Reranking Models
Reranking models are second-stage retrieval models that rescore candidate results after a cheaper recall step. In Episode 17: 向量模型工程师:AI 的隐藏瓶颈与新时代的信息迷宫, N 同学 / N Student describes a common Retrieval-Augmented Generation flow: use Vector Model Engineering to recall a batch of candidates, then use a more specialized reranker to choose the passages most relevant to the user question.

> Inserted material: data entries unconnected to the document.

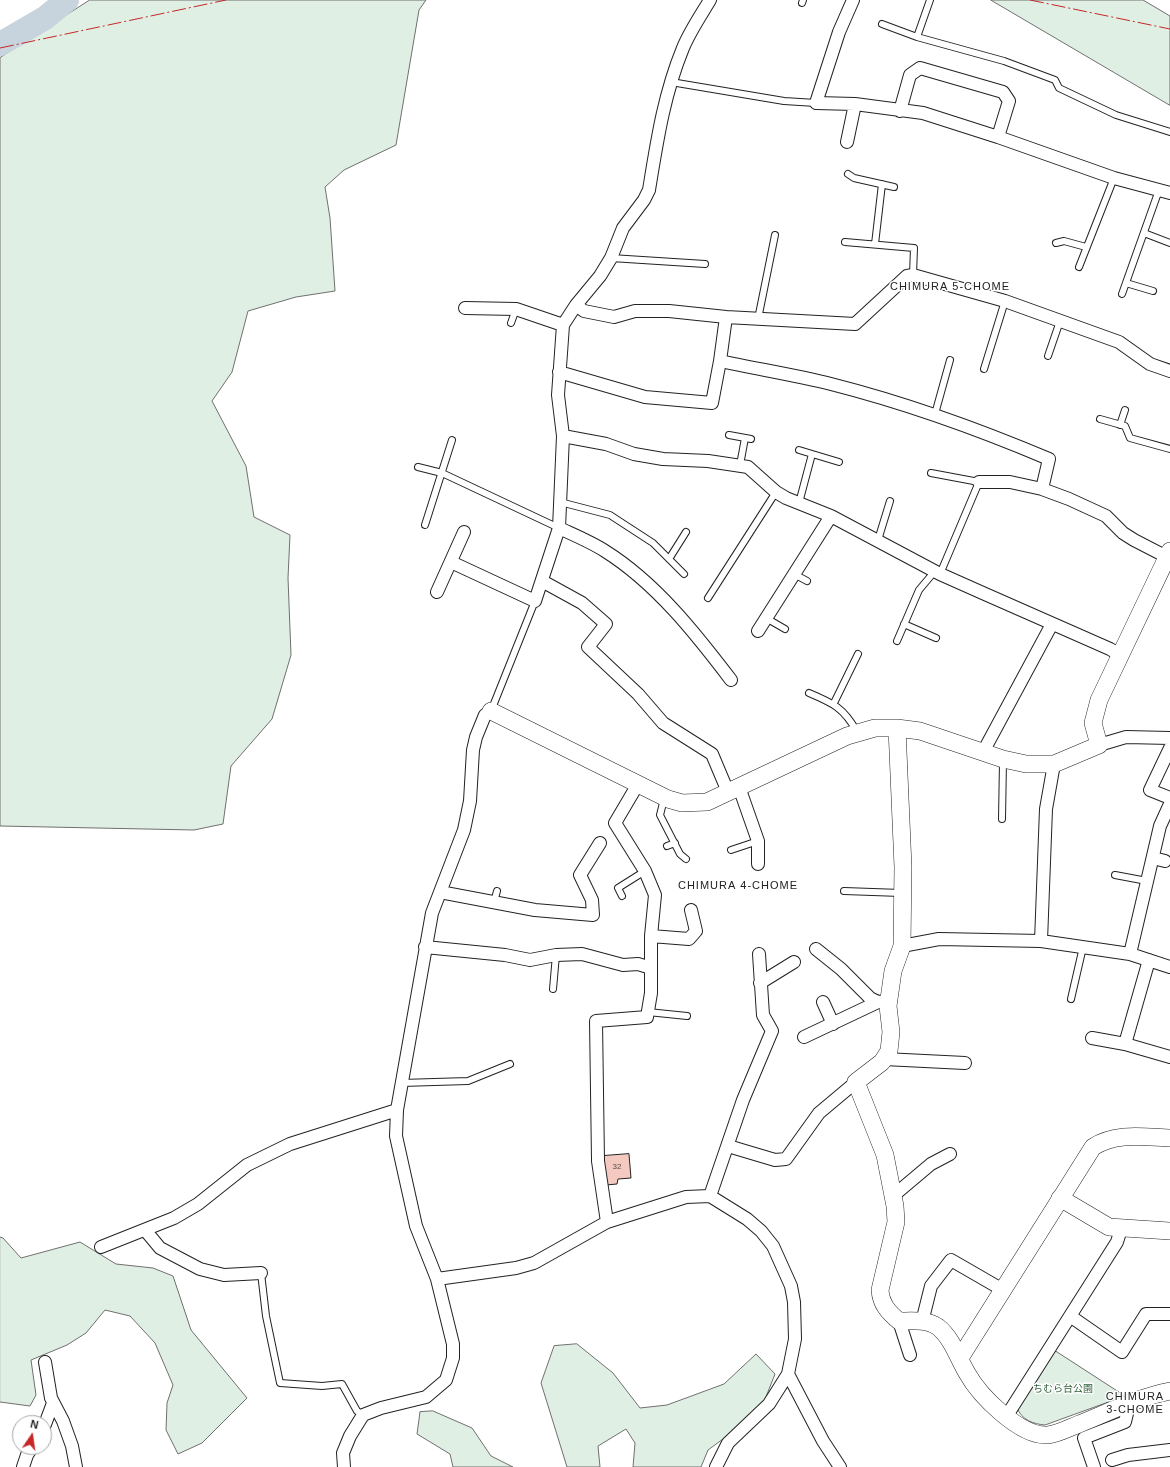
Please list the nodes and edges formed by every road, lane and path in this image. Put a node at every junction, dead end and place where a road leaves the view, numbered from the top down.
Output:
1 (710, 0) edge
2 (930, 0) edge
3 (850, 2) edge
4 (882, 24) dead end
5 (917, 37) junction
6 (670, 82) junction
7 (816, 103) junction
8 (855, 104) junction
9 (900, 111) junction
10 (1170, 132) edge
11 (998, 137) junction
12 (847, 142) dead end
13 (848, 174) dead end
14 (1114, 178) junction
15 (882, 184) junction
16 (894, 187) dead end
17 (1164, 192) edge
18 (1144, 233) junction
19 (775, 235) dead end
20 (845, 242) dead end
21 (1056, 243) dead end
22 (1170, 243) edge
23 (875, 244) junction
24 (1086, 247) junction
25 (611, 258) junction
26 (705, 264) dead end
27 (1079, 267) dead end
28 (913, 275) junction
29 (1126, 282) junction
30 (1153, 291) dead end
31 (1122, 294) dead end
32 (1005, 301) junction
33 (576, 305) junction
34 (465, 308) dead end
35 (516, 309) junction
36 (726, 317) junction
37 (758, 319) junction
38 (1060, 321) junction
39 (511, 323) dead end
40 (564, 325) junction
41 (1048, 356) dead end
42 (950, 360) dead end
43 (720, 361) junction
44 (984, 368) dead end
45 (1170, 371) edge
46 (559, 372) junction
47 (1125, 410) dead end
48 (935, 414) junction
49 (1100, 419) dead end
50 (1120, 425) junction
51 (729, 435) dead end
52 (563, 436) junction
53 (452, 440) dead end
54 (1170, 449) edge
55 (799, 450) dead end
56 (812, 454) junction
57 (839, 462) dead end
58 (740, 465) junction
59 (418, 467) dead end
60 (442, 473) junction
61 (931, 473) dead end
62 (979, 482) junction
63 (1042, 489) junction
64 (776, 492) junction
65 (890, 501) dead end
66 (560, 502) junction
67 (799, 503) junction
68 (830, 516) junction
69 (425, 525) dead end
70 (559, 528) junction
71 (464, 532) dead end
72 (686, 532) dead end
73 (878, 540) junction
74 (1168, 558) edge
75 (669, 559) junction
76 (451, 562) junction
77 (938, 572) junction
78 (684, 574) dead end
79 (794, 574) junction
80 (542, 581) junction
81 (807, 581) dead end
82 (437, 592) dead end
83 (708, 598) dead end
84 (535, 601) junction
85 (766, 618) junction
86 (904, 624) junction
87 (1052, 624) junction
88 (785, 629) dead end
89 (758, 631) dead end
90 (936, 638) dead end
91 (897, 641) dead end
92 (858, 654) dead end
93 (1120, 655) junction
94 (732, 680) dead end
95 (809, 693) dead end
96 (834, 703) junction
97 (490, 711) junction
98 (896, 728) junction
99 (857, 732) junction
100 (1170, 738) edge
101 (1099, 745) junction
102 (1170, 748) edge
103 (983, 752) junction
104 (1003, 759) junction
105 (1054, 764) junction
106 (638, 784) junction
107 (734, 789) junction
108 (665, 797) junction
109 (1170, 798) edge
110 (1170, 804) edge
111 (1002, 819) dead end
112 (758, 841) junction
113 (600, 843) dead end
114 (675, 843) junction
115 (666, 846) dead end
116 (731, 850) dead end
117 (1153, 858) junction
118 (686, 859) dead end
119 (1165, 861) dead end
120 (758, 864) dead end
121 (645, 870) junction
122 (1115, 875) dead end
123 (1147, 881) junction
124 (844, 891) dead end
125 (440, 892) junction
126 (902, 893) junction
127 (622, 896) dead end
128 (696, 917) dead end
129 (651, 936) junction
130 (1041, 941) junction
131 (902, 946) junction
132 (425, 947) junction
133 (1083, 947) junction
134 (816, 949) dead end
135 (759, 954) dead end
136 (1130, 954) junction
137 (556, 955) junction
138 (1149, 960) junction
139 (794, 962) dead end
140 (1170, 967) edge
141 (651, 968) junction
142 (760, 983) junction
143 (553, 989) dead end
144 (1071, 999) dead end
145 (823, 1002) dead end
146 (883, 1002) junction
147 (648, 1012) junction
148 (687, 1016) dead end
149 (833, 1024) junction
150 (804, 1038) dead end
151 (1092, 1038) dead end
152 (1125, 1044) junction
153 (1170, 1057) edge
154 (884, 1059) junction
155 (965, 1063) dead end
156 (510, 1064) dead end
157 (856, 1082) junction
158 (401, 1083) junction
159 (397, 1110) junction
160 (1170, 1138) edge
161 (728, 1146) junction
162 (950, 1154) dead end
163 (710, 1196) junction
164 (893, 1196) junction
165 (1060, 1198) junction
166 (607, 1222) junction
167 (1121, 1229) junction
168 (145, 1230) junction
169 (1170, 1231) edge
170 (101, 1247) dead end
171 (261, 1273) joint
172 (437, 1279) junction
173 (1003, 1290) junction
174 (1170, 1314) edge
175 (1070, 1316) junction
176 (899, 1321) junction
177 (922, 1322) junction
178 (910, 1355) dead end
179 (960, 1358) junction
180 (45, 1362) dead end
181 (788, 1374) junction
182 (1170, 1391) edge
183 (53, 1403) junction
184 (1129, 1404) junction
185 (48, 1415) edge
186 (363, 1415) junction
187 (1006, 1417) junction
188 (1170, 1450) edge
189 (27, 1455) edge
190 (1112, 1460) dead end
191 (23, 1467) edge
192 (76, 1467) edge
193 (344, 1467) edge
194 (716, 1467) edge
195 (840, 1467) edge
196 (1094, 1467) edge

1 - 6 street
2 - 5 lane
3 - 7 street
4 - 5 lane
5 - 10 lane
6 - 7 lane
6 - 25 street
7 - 8 street
8 - 9 street
8 - 12 street
9 - 11 street
9 - 11 street
11 - 14 street
13 - 15 lane
14 - 17 street
14 - 24 lane
15 - 16 lane
15 - 23 lane
17 - 18 lane
18 - 22 lane
18 - 29 lane
19 - 37 lane
20 - 23 lane
21 - 24 lane
23 - 28 lane
24 - 27 lane
25 - 26 lane
25 - 33 street
28 - 32 street
28 - 37 street
29 - 30 lane
29 - 31 lane
32 - 38 street
32 - 44 lane
33 - 36 street
33 - 40 street
34 - 35 street
35 - 39 lane
35 - 40 street
36 - 37 street
36 - 43 street
38 - 41 lane
38 - 45 street
40 - 46 street
42 - 48 lane
43 - 46 street
43 - 48 street
46 - 52 street
47 - 50 lane
48 - 63 street
49 - 50 lane
50 - 54 lane
51 - 58 lane
52 - 58 street
52 - 66 street
53 - 60 lane
55 - 56 lane
56 - 57 lane
56 - 67 lane
58 - 64 street
59 - 60 lane
60 - 69 lane
60 - 70 lane
61 - 62 lane
62 - 63 street
62 - 77 lane
63 - 74 street
64 - 67 street
64 - 83 lane
65 - 73 lane
66 - 70 street
66 - 75 lane
67 - 68 street
68 - 73 street
68 - 79 street
70 - 80 street
70 - 94 street
71 - 76 street
72 - 75 lane
73 - 77 street
74 - 93 street
75 - 78 lane
76 - 82 street
76 - 84 street
77 - 86 lane
77 - 87 street
79 - 81 lane
79 - 85 street
80 - 84 street
80 - 107 street
84 - 97 lane
85 - 88 lane
85 - 89 street
86 - 90 lane
86 - 91 lane
87 - 93 street
87 - 103 street
92 - 96 lane
93 - 101 street
95 - 96 lane
96 - 99 lane
97 - 106 street
97 - 125 street
98 - 99 street
98 - 103 street
98 - 126 street
99 - 107 street
100 - 101 street
101 - 105 street
102 - 109 street
103 - 104 street
104 - 105 street
104 - 111 lane
105 - 130 street
106 - 108 street
106 - 121 street
107 - 108 street
107 - 112 street
108 - 114 lane
110 - 117 street
112 - 116 lane
112 - 120 street
113 - 125 street
114 - 115 lane
114 - 118 lane
117 - 119 street
117 - 123 street
121 - 127 lane
121 - 129 street
122 - 123 lane
123 - 136 street
124 - 126 lane
125 - 132 street
126 - 131 street
128 - 129 street
129 - 141 street
130 - 131 street
130 - 133 street
131 - 146 street
132 - 137 street
132 - 158 street
133 - 136 street
133 - 144 lane
134 - 146 street
135 - 142 street
136 - 138 street
137 - 141 street
137 - 143 lane
138 - 140 street
138 - 152 street
139 - 142 street
141 - 147 street
142 - 161 street
145 - 149 street
146 - 149 street
146 - 154 street
147 - 148 lane
147 - 166 street
149 - 150 street
151 - 152 street
152 - 153 street
154 - 155 street
154 - 157 street
156 - 158 lane
157 - 161 street
157 - 164 street
158 - 159 street
159 - 168 street
159 - 172 street
160 - 165 street
161 - 163 street
162 - 164 street
163 - 166 street
163 - 181 street
164 - 176 street
165 - 167 street
165 - 173 street
166 - 172 street
167 - 169 street
167 - 175 street
168 - 170 street
168 - 171 street
171 - 186 lane
172 - 186 street
173 - 177 street
173 - 179 street
174 - 175 street
175 - 187 street
176 - 177 street
176 - 178 street
177 - 179 street
179 - 187 street
180 - 183 street
181 - 194 street
181 - 195 street
182 - 184 street
183 - 185 street
183 - 192 street
184 - 187 street
184 - 196 street
186 - 193 street
188 - 190 street
189 - 191 street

The reason is practical. First-stage recall must search many items quickly, so it can return plausible but weak matches. A reranker can inspect query-document pairs more directly, use a narrower Semantic Search Relevance definition, and improve the evidence passed to the final language model.
Key Claims
- Reranking separates fast recall from more precise relevance scoring.
- A reranker is only useful when the candidate pool contains the right answer often enough.
- Reranking quality depends on labels, hard negatives, task definition, and evaluation metrics.
- In RAG, reranking affects generation quality because the final model can only answer from what it receives.
- Agent search could benefit from better reranking because agents otherwise waste steps on mechanical keyword searches.
Connections
- Retrieval-Augmented Generation - downstream pipeline where reranking is commonly used.
- Vector Model Engineering - first-stage recall layer that rerankers refine.
- Hard Negative Mining - training mechanism for making rerankers distinguish close wrong answers.
- Semantic Search Relevance and AI Search Evaluation - standards used to judge ranking quality.
- Deep Research and Agent Harness - agentic search contexts where ranking determines useful evidence.